— TASK INSTRUCTIONS —
Retype the whole listing, character for character.

......

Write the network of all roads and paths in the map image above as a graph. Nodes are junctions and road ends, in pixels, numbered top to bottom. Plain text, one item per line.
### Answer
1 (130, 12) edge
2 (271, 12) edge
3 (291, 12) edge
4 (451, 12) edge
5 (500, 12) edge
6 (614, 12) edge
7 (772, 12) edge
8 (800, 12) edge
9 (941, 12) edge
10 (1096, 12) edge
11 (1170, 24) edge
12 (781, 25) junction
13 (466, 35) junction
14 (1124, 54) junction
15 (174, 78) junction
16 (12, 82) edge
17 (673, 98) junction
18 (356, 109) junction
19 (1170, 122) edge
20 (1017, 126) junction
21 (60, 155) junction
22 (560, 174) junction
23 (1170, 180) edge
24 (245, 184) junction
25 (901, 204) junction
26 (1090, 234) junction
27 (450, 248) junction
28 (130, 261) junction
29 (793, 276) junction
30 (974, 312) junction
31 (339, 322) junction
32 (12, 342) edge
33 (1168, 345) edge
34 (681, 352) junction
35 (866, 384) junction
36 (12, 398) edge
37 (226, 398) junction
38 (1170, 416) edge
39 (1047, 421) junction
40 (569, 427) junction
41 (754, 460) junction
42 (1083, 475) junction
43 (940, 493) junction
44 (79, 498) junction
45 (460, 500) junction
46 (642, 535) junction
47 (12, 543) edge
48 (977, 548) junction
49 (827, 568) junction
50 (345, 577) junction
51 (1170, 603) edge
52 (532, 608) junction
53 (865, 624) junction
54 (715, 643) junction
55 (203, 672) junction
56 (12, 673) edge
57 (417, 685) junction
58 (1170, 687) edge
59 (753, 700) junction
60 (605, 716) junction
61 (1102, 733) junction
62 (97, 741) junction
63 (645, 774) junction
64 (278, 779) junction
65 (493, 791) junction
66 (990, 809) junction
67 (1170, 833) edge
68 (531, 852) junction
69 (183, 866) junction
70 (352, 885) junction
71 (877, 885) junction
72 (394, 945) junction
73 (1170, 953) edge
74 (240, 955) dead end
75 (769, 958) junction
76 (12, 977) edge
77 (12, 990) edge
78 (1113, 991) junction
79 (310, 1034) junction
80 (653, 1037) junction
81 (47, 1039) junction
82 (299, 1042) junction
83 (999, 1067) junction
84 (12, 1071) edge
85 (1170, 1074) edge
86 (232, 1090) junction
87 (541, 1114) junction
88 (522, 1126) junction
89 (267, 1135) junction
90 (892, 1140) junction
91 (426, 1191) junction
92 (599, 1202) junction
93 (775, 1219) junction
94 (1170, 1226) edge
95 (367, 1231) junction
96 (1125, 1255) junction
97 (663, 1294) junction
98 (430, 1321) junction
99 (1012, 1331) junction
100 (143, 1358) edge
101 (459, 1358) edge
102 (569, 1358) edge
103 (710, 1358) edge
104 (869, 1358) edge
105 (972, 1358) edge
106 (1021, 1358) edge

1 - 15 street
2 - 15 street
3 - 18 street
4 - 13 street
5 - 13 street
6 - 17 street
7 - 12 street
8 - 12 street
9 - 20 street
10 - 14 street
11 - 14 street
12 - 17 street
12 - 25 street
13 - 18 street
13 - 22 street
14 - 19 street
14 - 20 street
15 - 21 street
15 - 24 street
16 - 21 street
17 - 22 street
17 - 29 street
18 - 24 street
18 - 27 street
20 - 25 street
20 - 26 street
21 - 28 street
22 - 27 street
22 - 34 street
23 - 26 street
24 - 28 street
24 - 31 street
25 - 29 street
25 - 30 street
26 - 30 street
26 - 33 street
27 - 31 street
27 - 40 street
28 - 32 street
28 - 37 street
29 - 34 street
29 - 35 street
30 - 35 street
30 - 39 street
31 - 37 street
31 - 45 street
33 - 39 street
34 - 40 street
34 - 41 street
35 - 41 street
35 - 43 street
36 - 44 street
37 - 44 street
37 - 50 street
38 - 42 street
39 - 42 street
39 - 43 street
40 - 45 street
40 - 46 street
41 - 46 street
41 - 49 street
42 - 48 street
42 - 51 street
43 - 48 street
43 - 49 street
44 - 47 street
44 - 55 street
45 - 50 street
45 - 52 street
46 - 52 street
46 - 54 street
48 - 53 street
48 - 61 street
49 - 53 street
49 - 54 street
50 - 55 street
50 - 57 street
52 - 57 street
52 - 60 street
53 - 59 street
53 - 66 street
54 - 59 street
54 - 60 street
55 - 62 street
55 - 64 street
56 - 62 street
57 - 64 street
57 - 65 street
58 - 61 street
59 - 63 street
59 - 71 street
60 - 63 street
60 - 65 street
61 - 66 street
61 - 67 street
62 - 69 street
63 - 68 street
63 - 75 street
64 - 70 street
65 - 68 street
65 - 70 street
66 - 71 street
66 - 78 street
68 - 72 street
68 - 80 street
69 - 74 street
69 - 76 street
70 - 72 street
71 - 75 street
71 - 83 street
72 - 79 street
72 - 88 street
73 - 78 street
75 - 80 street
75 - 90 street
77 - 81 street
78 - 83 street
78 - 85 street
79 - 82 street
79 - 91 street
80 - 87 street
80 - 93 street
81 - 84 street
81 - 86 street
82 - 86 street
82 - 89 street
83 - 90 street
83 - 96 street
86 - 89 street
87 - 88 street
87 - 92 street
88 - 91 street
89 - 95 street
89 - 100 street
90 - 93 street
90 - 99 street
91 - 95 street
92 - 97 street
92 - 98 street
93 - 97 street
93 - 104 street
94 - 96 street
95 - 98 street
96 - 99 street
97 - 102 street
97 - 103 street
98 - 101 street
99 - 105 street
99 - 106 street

......

— RESPONSE TO THIS TASK —
Write the network of all roads and paths in the map image above as a graph. Nodes are junctions and road ends, in pixels, numbered top to bottom. Plain text, one item per line.
### Answer
1 (130, 12) edge
2 (271, 12) edge
3 (291, 12) edge
4 (451, 12) edge
5 (500, 12) edge
6 (614, 12) edge
7 (772, 12) edge
8 (800, 12) edge
9 (941, 12) edge
10 (1096, 12) edge
11 (1170, 24) edge
12 (781, 25) junction
13 (466, 35) junction
14 (1124, 54) junction
15 (174, 78) junction
16 (12, 82) edge
17 (673, 98) junction
18 (356, 109) junction
19 (1170, 122) edge
20 (1017, 126) junction
21 (60, 155) junction
22 (560, 174) junction
23 (1170, 180) edge
24 (245, 184) junction
25 (901, 204) junction
26 (1090, 234) junction
27 (450, 248) junction
28 (130, 261) junction
29 (793, 276) junction
30 (974, 312) junction
31 (339, 322) junction
32 (12, 342) edge
33 (1168, 345) edge
34 (681, 352) junction
35 (866, 384) junction
36 (12, 398) edge
37 (226, 398) junction
38 (1170, 416) edge
39 (1047, 421) junction
40 (569, 427) junction
41 (754, 460) junction
42 (1083, 475) junction
43 (940, 493) junction
44 (79, 498) junction
45 (460, 500) junction
46 (642, 535) junction
47 (12, 543) edge
48 (977, 548) junction
49 (827, 568) junction
50 (345, 577) junction
51 (1170, 603) edge
52 (532, 608) junction
53 (865, 624) junction
54 (715, 643) junction
55 (203, 672) junction
56 (12, 673) edge
57 (417, 685) junction
58 (1170, 687) edge
59 (753, 700) junction
60 (605, 716) junction
61 (1102, 733) junction
62 (97, 741) junction
63 (645, 774) junction
64 (278, 779) junction
65 (493, 791) junction
66 (990, 809) junction
67 (1170, 833) edge
68 (531, 852) junction
69 (183, 866) junction
70 (352, 885) junction
71 (877, 885) junction
72 (394, 945) junction
73 (1170, 953) edge
74 (240, 955) dead end
75 (769, 958) junction
76 (12, 977) edge
77 (12, 990) edge
78 (1113, 991) junction
79 (310, 1034) junction
80 (653, 1037) junction
81 (47, 1039) junction
82 (299, 1042) junction
83 (999, 1067) junction
84 (12, 1071) edge
85 (1170, 1074) edge
86 (232, 1090) junction
87 (541, 1114) junction
88 (522, 1126) junction
89 (267, 1135) junction
90 (892, 1140) junction
91 (426, 1191) junction
92 (599, 1202) junction
93 (775, 1219) junction
94 (1170, 1226) edge
95 (367, 1231) junction
96 (1125, 1255) junction
97 (663, 1294) junction
98 (430, 1321) junction
99 (1012, 1331) junction
100 (143, 1358) edge
101 (459, 1358) edge
102 (569, 1358) edge
103 (710, 1358) edge
104 (869, 1358) edge
105 (972, 1358) edge
106 (1021, 1358) edge

1 - 15 street
2 - 15 street
3 - 18 street
4 - 13 street
5 - 13 street
6 - 17 street
7 - 12 street
8 - 12 street
9 - 20 street
10 - 14 street
11 - 14 street
12 - 17 street
12 - 25 street
13 - 18 street
13 - 22 street
14 - 19 street
14 - 20 street
15 - 21 street
15 - 24 street
16 - 21 street
17 - 22 street
17 - 29 street
18 - 24 street
18 - 27 street
20 - 25 street
20 - 26 street
21 - 28 street
22 - 27 street
22 - 34 street
23 - 26 street
24 - 28 street
24 - 31 street
25 - 29 street
25 - 30 street
26 - 30 street
26 - 33 street
27 - 31 street
27 - 40 street
28 - 32 street
28 - 37 street
29 - 34 street
29 - 35 street
30 - 35 street
30 - 39 street
31 - 37 street
31 - 45 street
33 - 39 street
34 - 40 street
34 - 41 street
35 - 41 street
35 - 43 street
36 - 44 street
37 - 44 street
37 - 50 street
38 - 42 street
39 - 42 street
39 - 43 street
40 - 45 street
40 - 46 street
41 - 46 street
41 - 49 street
42 - 48 street
42 - 51 street
43 - 48 street
43 - 49 street
44 - 47 street
44 - 55 street
45 - 50 street
45 - 52 street
46 - 52 street
46 - 54 street
48 - 53 street
48 - 61 street
49 - 53 street
49 - 54 street
50 - 55 street
50 - 57 street
52 - 57 street
52 - 60 street
53 - 59 street
53 - 66 street
54 - 59 street
54 - 60 street
55 - 62 street
55 - 64 street
56 - 62 street
57 - 64 street
57 - 65 street
58 - 61 street
59 - 63 street
59 - 71 street
60 - 63 street
60 - 65 street
61 - 66 street
61 - 67 street
62 - 69 street
63 - 68 street
63 - 75 street
64 - 70 street
65 - 68 street
65 - 70 street
66 - 71 street
66 - 78 street
68 - 72 street
68 - 80 street
69 - 74 street
69 - 76 street
70 - 72 street
71 - 75 street
71 - 83 street
72 - 79 street
72 - 88 street
73 - 78 street
75 - 80 street
75 - 90 street
77 - 81 street
78 - 83 street
78 - 85 street
79 - 82 street
79 - 91 street
80 - 87 street
80 - 93 street
81 - 84 street
81 - 86 street
82 - 86 street
82 - 89 street
83 - 90 street
83 - 96 street
86 - 89 street
87 - 88 street
87 - 92 street
88 - 91 street
89 - 95 street
89 - 100 street
90 - 93 street
90 - 99 street
91 - 95 street
92 - 97 street
92 - 98 street
93 - 97 street
93 - 104 street
94 - 96 street
95 - 98 street
96 - 99 street
97 - 102 street
97 - 103 street
98 - 101 street
99 - 105 street
99 - 106 street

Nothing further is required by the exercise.